## Problem to solve
Omit the images. Copy each entry word for word.

## Information
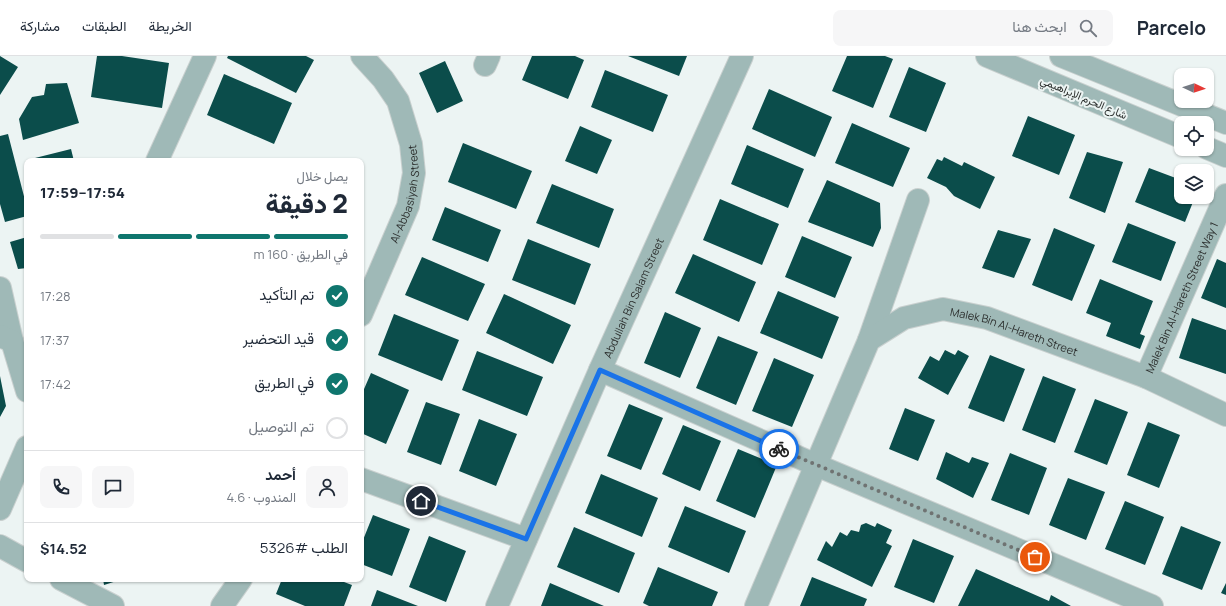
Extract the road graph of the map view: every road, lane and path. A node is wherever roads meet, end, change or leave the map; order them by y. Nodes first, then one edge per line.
1 (205, 56) edge
2 (362, 56) edge
3 (742, 56) edge
4 (987, 56) edge
5 (1061, 56) edge
6 (1226, 123) edge
7 (1174, 134) edge
8 (1214, 151) edge
9 (1226, 156) edge
10 (158, 158) edge
11 (1226, 195) edge
12 (918, 200) dead end
13 (0, 288) edge
14 (364, 308) edge
15 (6, 338) edge
16 (869, 340) junction
17 (600, 370) junction
18 (1146, 377) junction
19 (24, 383) edge
20 (1226, 415) edge
21 (24, 454) edge
22 (816, 465) junction
23 (364, 480) edge
24 (0, 509) edge
25 (526, 539) junction
26 (0, 546) edge
27 (24, 559) edge
28 (239, 582) edge
29 (79, 584) edge
30 (113, 606) edge
31 (222, 606) edge
32 (497, 606) edge
33 (756, 606) edge
34 (1152, 606) edge

1 - 10 street
2 - 14 street, Al-Abbasiyah Street
3 - 17 street, Abdullah Bin Salam Street
4 - 7 street, شارع الحرم الإبراهيمي
5 - 6 street
8 - 9 street
11 - 18 street, Malek Bin Al-Hareth Street Way 1
12 - 16 street
13 - 15 street
15 - 19 street
16 - 18 street, Malek Bin Al-Hareth Street
16 - 22 street
17 - 22 street
17 - 25 street, Abdullah Bin Salam Street
18 - 20 street, Malek Bin Al-Hareth Street
21 - 24 street
22 - 33 street
22 - 34 street
23 - 25 street
25 - 32 street, Abdullah Bin Salam Street
26 - 27 street
28 - 31 street
29 - 30 street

## Solution to the problem
Extract the road graph of the map view: every road, lane and path. A node is wherever roads meet, end, change or leave the map; order them by y. Nodes first, then one edge per line.
1 (205, 56) edge
2 (362, 56) edge
3 (742, 56) edge
4 (987, 56) edge
5 (1061, 56) edge
6 (1226, 123) edge
7 (1174, 134) edge
8 (1214, 151) edge
9 (1226, 156) edge
10 (158, 158) edge
11 (1226, 195) edge
12 (918, 200) dead end
13 (0, 288) edge
14 (364, 308) edge
15 (6, 338) edge
16 (869, 340) junction
17 (600, 370) junction
18 (1146, 377) junction
19 (24, 383) edge
20 (1226, 415) edge
21 (24, 454) edge
22 (816, 465) junction
23 (364, 480) edge
24 (0, 509) edge
25 (526, 539) junction
26 (0, 546) edge
27 (24, 559) edge
28 (239, 582) edge
29 (79, 584) edge
30 (113, 606) edge
31 (222, 606) edge
32 (497, 606) edge
33 (756, 606) edge
34 (1152, 606) edge

1 - 10 street
2 - 14 street, Al-Abbasiyah Street
3 - 17 street, Abdullah Bin Salam Street
4 - 7 street, شارع الحرم الإبراهيمي
5 - 6 street
8 - 9 street
11 - 18 street, Malek Bin Al-Hareth Street Way 1
12 - 16 street
13 - 15 street
15 - 19 street
16 - 18 street, Malek Bin Al-Hareth Street
16 - 22 street
17 - 22 street
17 - 25 street, Abdullah Bin Salam Street
18 - 20 street, Malek Bin Al-Hareth Street
21 - 24 street
22 - 33 street
22 - 34 street
23 - 25 street
25 - 32 street, Abdullah Bin Salam Street
26 - 27 street
28 - 31 street
29 - 30 street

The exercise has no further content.